Many in the Pacific Northwest will remember the 2015 growing season for irrigation issues, smoke from wildfires and a string of 100-degree days starting in June, but it might go down as a vintage that leaves most of the region’s growers, vintners and consumers with smiles.
Harvest started early for nearly every grape-growing region in Washington, Oregon, Idaho and British Columbia. Picking already has ended for some, and there are no indications of a significant frost looming for the next two weeks.
“Cool nighttime temperatures are likely to continue, but there’s nothing approaching frost conditions in the 8-14 day forecast,” Greg Jones, climate expert at the Southern Oregon University, wrote Sunday in his latest report to the Pacific Northwest wine industry.
Washington wine, Walla Walla Valley on record pace
Meanwhile, the Walla Walla Valley is on track to easily surpass its record for growing degree days, set in 2014.
Jones, an environmental science professor at SOU and one of the planet’s top experts on researching the effects of climate change on viticulture, shared data from his weather station in the Walla Walla Valley town of Milton-Freewater, Ore. It registered 3,612 growing degree days this year as of Oct. 1. A year ago, there were a record 3,366 GDDs.
“Growing degree-days continue at slightly above to record numbers throughout the West,” he wrote. “Even with the September cool down, Washington has seen the largest increases in degree-day accumulations with totals as of Oct. 1 at 30-35 percent over the 1981-2010 averages, while in California wine regions are running 15-25 percent above normal.”
Data on Washington State University’s AgWeatherNet provides confirmation.

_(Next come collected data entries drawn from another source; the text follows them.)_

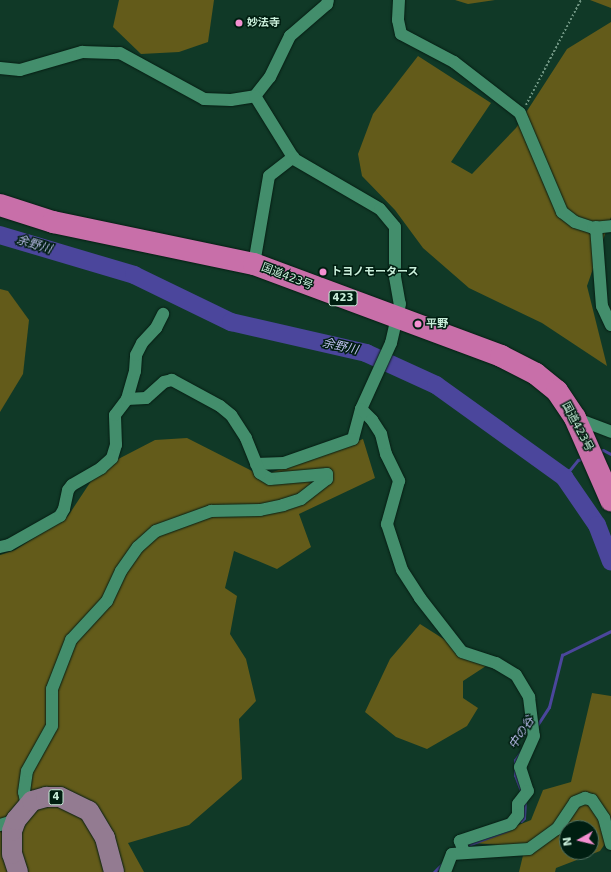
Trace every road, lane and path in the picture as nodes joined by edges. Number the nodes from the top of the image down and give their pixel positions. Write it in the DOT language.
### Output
graph roads {
  1 [pos="328,0"];
  2 [pos="398,0"];
  3 [pos="581,0"];
  4 [pos="0,68"];
  5 [pos="255,96"];
  6 [pos="520,113"];
  7 [pos="293,157"];
  8 [pos="0,205"];
  9 [pos="611,226"];
  10 [pos="596,227"];
  11 [pos="254,264"];
  12 [pos="164,314"];
  13 [pos="398,317"];
  14 [pos="611,325"];
  15 [pos="127,400"];
  16 [pos="360,409"];
  17 [pos="575,418"];
  18 [pos="611,432"];
  19 [pos="256,464"];
  20 [pos="611,500"];
  21 [pos="0,547"];
  22 [pos="14,817"];
  23 [pos="611,844"];
  24 [pos="464,852"];
  25 [pos="18,872"];
  26 [pos="114,872"];
  27 [pos="445,872"];
  1 -- 5 [label="street"];
  2 -- 6 [label="street"];
  3 -- 6 [label="path"];
  4 -- 5 [label="street"];
  5 -- 7 [label="street"];
  6 -- 10 [label="street"];
  7 -- 11 [label="street"];
  7 -- 13 [label="street"];
  8 -- 11 [label="highway, 国道423号 / 423"];
  9 -- 10 [label="street"];
  10 -- 14 [label="street"];
  11 -- 13 [label="highway, 国道423号 / 423"];
  12 -- 15 [label="street"];
  13 -- 16 [label="street"];
  13 -- 17 [label="highway, 国道423号 / 423"];
  15 -- 19 [label="street"];
  15 -- 21 [label="street"];
  16 -- 19 [label="street"];
  16 -- 24 [label="street"];
  17 -- 18 [label="street"];
  17 -- 20 [label="highway, 国道423号 / 423"];
  19 -- 22 [label="street"];
  22 -- 25 [label="main road"];
  22 -- 26 [label="main road, 4"];
  23 -- 24 [label="street"];
  24 -- 27 [label="street"];
}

Its Benton City site, which would serve as an indicator for Red Mountain, recorded 3,676 growing degree days through Oct. 4. Last year, during the Washington wine industry’s record hot vintage, there were just 3,370 GDD by comparison.
On the Wahluke Slope, which some view as the state’s warmest growing region for wine grapes, there were 3,876 GDD tallied through Oct. 4. A year ago, the total stood at 3,679.

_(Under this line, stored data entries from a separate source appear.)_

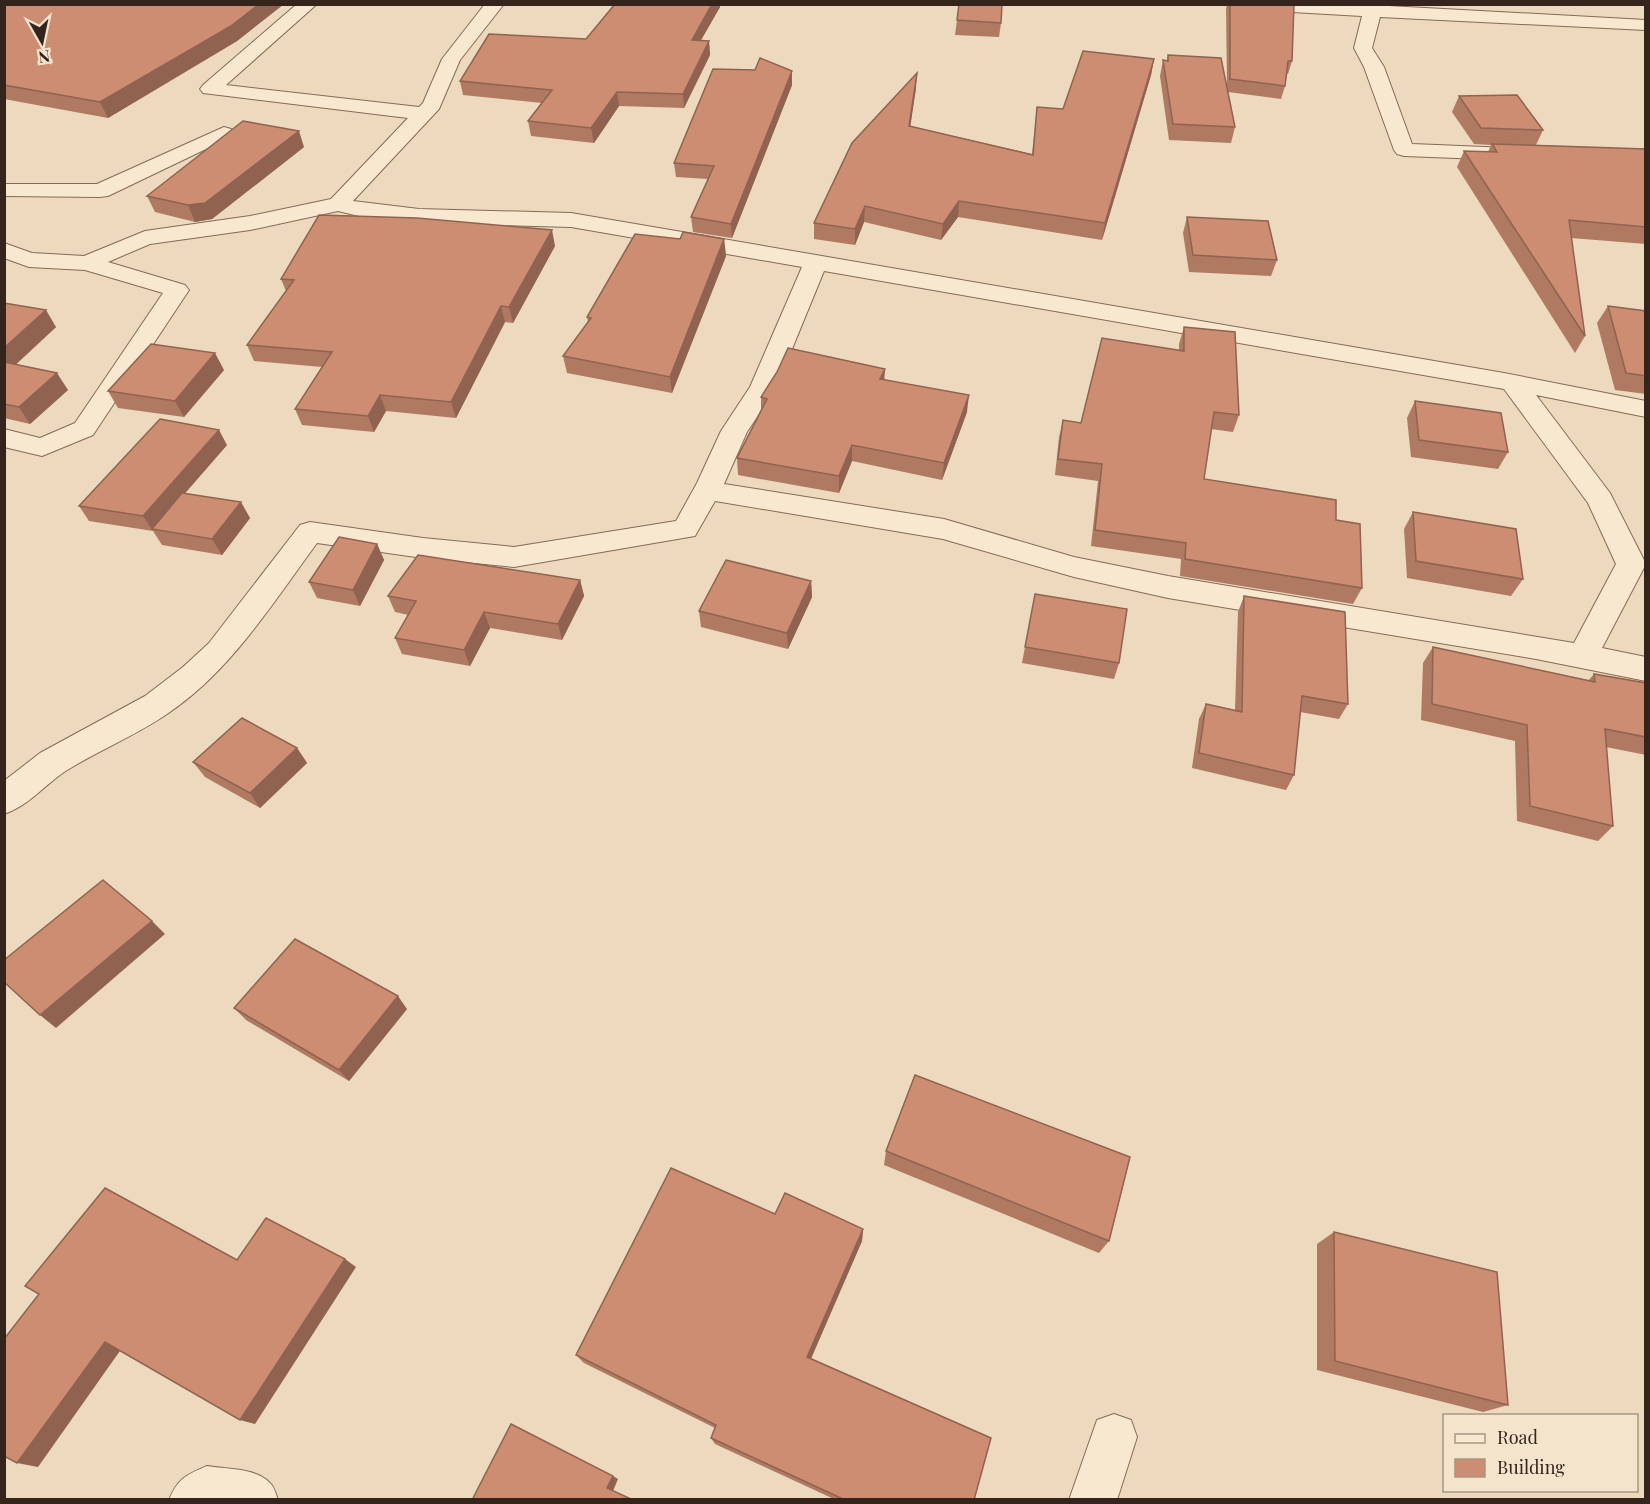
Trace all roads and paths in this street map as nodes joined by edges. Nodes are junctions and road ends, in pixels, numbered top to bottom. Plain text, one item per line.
1 (308, 4) edge
2 (495, 4) edge
3 (1239, 4) edge
4 (1372, 11) junction
5 (1646, 25) edge
6 (423, 114) junction
7 (224, 133) edge
8 (1530, 155) edge
9 (4, 190) edge
10 (338, 204) junction
11 (4, 250) edge
12 (816, 262) junction
13 (87, 264) junction
14 (1513, 383) junction
15 (1646, 409) edge
16 (4, 438) edge
17 (706, 490) junction
18 (1582, 657) junction
19 (1646, 669) edge
20 (4, 800) edge
21 (1114, 1437) dead end
22 (193, 1500) edge
23 (254, 1500) edge
24 (1093, 1500) edge

1 - 6 street
2 - 6 street
3 - 4 street
4 - 5 street
4 - 8 street
6 - 10 street
7 - 9 street
10 - 12 street
10 - 13 street
11 - 13 street
12 - 14 street
12 - 17 street
13 - 16 street
14 - 15 street
14 - 18 street
17 - 18 street
17 - 20 street
18 - 19 street
21 - 24 street
22 - 23 street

Heat units in So. Oregon, Willamette Valley similar to 2014
“For Oregon, April through September accumulations are running close to the record numbers seen in 2014, and 20-25 percent above the 1981-2010 climate normals,” Jones wrote.
Indeed, the Willamette Valley weather station for Jones in McMinnville notched 2,550 GDDs. A year ago, the data collected 2,571 GDDs. Medford also was slightly behind last year’s pace, while Roseburg with 3,212 GDDs would seem on edge past last year’s record (3,161).

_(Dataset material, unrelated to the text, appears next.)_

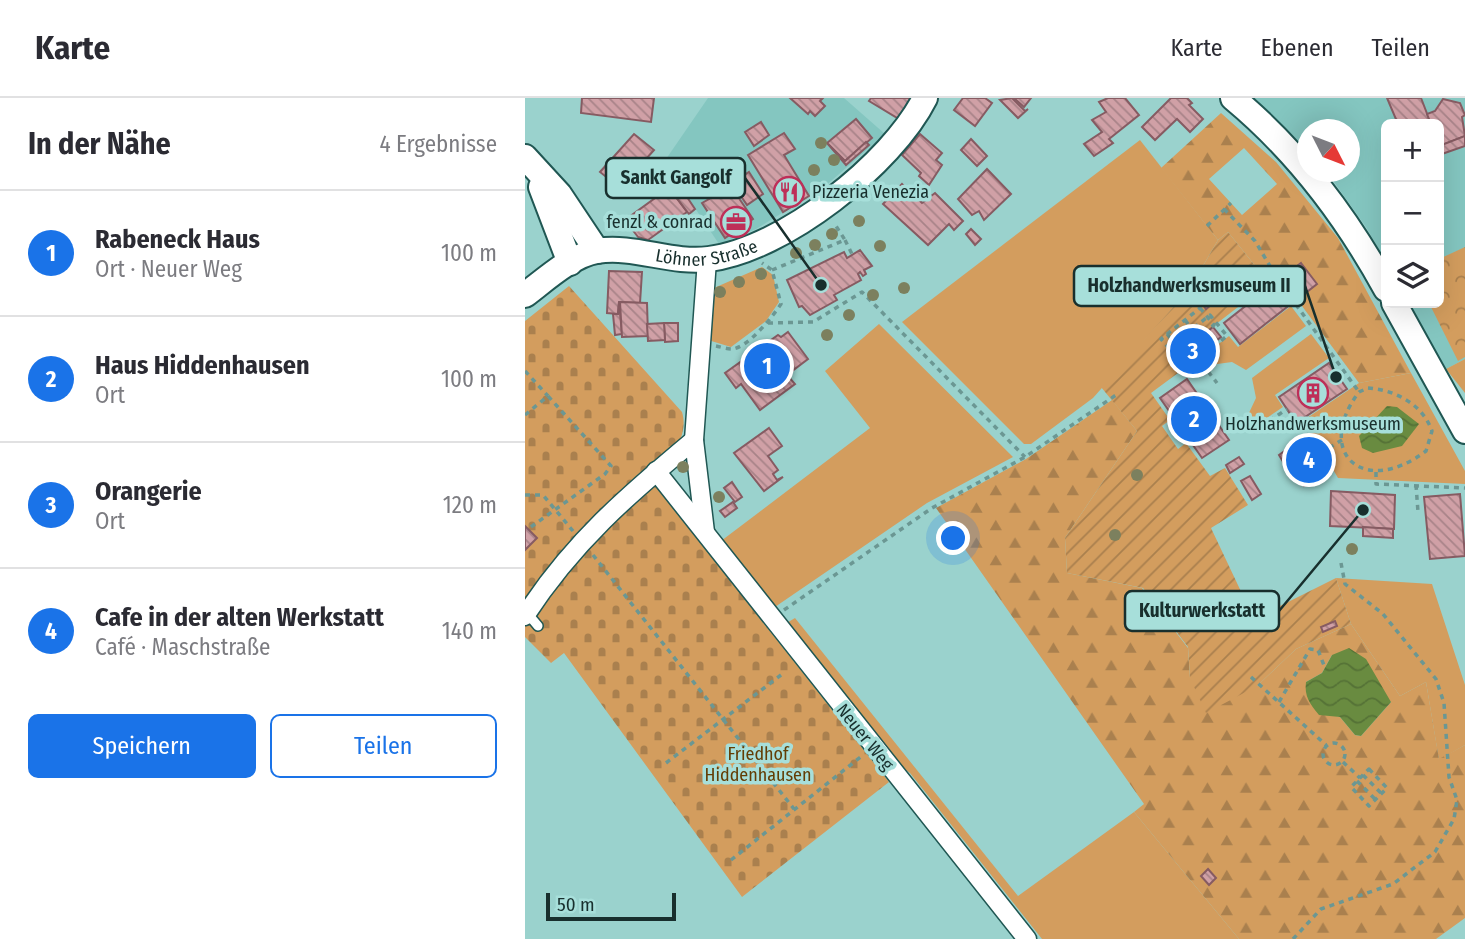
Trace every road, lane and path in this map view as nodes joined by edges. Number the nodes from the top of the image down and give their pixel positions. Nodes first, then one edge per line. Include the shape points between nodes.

“Temperatures are forecast to trend warmer than normal over the entire western U.S,” Jones wrote. “Precipitation forecast two weeks out points to a continued drier than normal California and interior western U.S. states. The Pacific Northwest has a higher likelihood of near normal to slightly higher than normal precipitation.”
Growing season for pending El Niño could match 2005 vintage
Indications for this winter continue to point toward an El Niño, according to Jones.
“Current long lead forecasts are giving it a 90 percent chance of lasting through winter and 80 percent chance of lasting into spring 2016,” Jones wrote. “While it appears that the El Niño will likely bring welcomed moisture this fall/winter to Southern California, the desert Southwest, and the Great Basin, how far it reaches northward and how much it brings are the unknowns.”
Beyond that, forecast models for a summer that’s part of such an El Niño, would match some respectable vintages in the Pacific Northwest.
“Similar conditions in the last 30 years occurred during the 1992, 1998, 2003, 2004, and 2005 growing seasons,” Jones wrote.